Google Lays Out Deprecation Plan for Symantec SSL Certificates

Earlier this year, Google expressed its concern for the safety of those visiting sites that had SSL certificates from Symantec and promised to do something about it. Now, the company outlined its plans to deprecate Symantec-issued certificates in Chrome.

The whole situation kicked off in January when it became known that a series of questionable website authentication certificates had been issued by Symantec Corporation’s PKI. During the investigation, it became apparent that Syantec had entrusted third party organizations with the ability to issue certificates without the necessary oversight, creating security gaps. This wasn’t the first time that something similar had happened with Symantec, but it was the last straw Google was willing to take. Essentially, the SSL certificates were handed over despite not all conditions being met. Since users rely on seeing that “safe” note in the address bar, they could take these sites as being safe too, when they weren’t.

The two companies worked together and Symantec selected DigiCert to run an independent Managed Partner Infrastructure. It also decided to sell the PKI business to DigiCert so it could build a trusted infrastructure. It is expected that DigiCert will start issuing certificates this December.
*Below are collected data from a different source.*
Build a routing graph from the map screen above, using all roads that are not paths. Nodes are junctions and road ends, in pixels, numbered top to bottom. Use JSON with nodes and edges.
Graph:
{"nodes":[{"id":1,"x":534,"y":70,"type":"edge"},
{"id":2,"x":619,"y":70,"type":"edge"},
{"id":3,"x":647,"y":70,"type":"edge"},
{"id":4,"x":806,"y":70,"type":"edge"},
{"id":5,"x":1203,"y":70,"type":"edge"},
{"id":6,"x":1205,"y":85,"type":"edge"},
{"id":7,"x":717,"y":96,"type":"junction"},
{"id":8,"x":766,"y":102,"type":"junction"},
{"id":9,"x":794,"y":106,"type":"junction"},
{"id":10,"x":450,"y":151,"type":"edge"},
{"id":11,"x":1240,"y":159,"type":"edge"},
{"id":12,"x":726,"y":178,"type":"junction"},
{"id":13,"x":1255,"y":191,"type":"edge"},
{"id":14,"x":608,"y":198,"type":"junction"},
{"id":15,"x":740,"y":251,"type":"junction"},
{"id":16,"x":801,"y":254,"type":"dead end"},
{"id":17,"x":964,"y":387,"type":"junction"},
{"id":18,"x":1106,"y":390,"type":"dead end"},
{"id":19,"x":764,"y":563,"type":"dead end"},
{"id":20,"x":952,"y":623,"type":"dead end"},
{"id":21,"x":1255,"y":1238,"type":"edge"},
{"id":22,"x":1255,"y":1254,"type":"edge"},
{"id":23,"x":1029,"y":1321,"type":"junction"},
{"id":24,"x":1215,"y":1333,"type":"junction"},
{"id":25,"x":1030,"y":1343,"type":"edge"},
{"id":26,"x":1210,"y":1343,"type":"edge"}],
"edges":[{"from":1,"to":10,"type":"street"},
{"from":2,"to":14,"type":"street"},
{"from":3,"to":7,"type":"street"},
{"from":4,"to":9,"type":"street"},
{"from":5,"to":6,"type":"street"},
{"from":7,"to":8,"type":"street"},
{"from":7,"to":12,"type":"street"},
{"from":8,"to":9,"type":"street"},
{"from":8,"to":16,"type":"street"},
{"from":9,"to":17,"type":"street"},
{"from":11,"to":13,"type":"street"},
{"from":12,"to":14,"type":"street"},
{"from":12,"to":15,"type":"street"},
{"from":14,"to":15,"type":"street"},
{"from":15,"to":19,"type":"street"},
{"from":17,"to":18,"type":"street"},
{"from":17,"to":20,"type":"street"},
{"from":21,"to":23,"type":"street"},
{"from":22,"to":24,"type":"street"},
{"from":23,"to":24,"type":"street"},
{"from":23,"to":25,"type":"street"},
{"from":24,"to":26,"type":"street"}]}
So what happens next? Well, starting with Chrome 66, Chrome will remove trust in certificates Symantec issued before June 1, 2016. This particular Chrome version is scheduled for released sometime in March as Beta and April will see the stable version released too.

Site operators that hold such a certificate will once more have to go through all the hoops to get a new certificate. They’ll have until March 15, 2018, to do this.

Starting this October, however, with the release of Chrome 62 Stable, sites affected by the certificate issue will start getting flagged.

According to Google’s timeline, Chrome 70’s release will bring additional steps against this issue as any certificate chaining to Symantec roots, except for a small number issued by the independently operated and audited subordinate CAs Google previously disclosed.

The company notes that this will be an inconvenience to site owners who need to get certificates from Symantec’s old infrastructure before December 2017 when DigiCert takes over, as they’ll have to go through another round of certificate replacement before Chrome 70 goes live.

Taking into consideration that Chrome is the most used browser in the world, with StatCounter attributing it 54.89% of the global market, the impact will be great. These sites won’t be able to just shrug their shoulders and postpone taking action if they want to still get any traffic.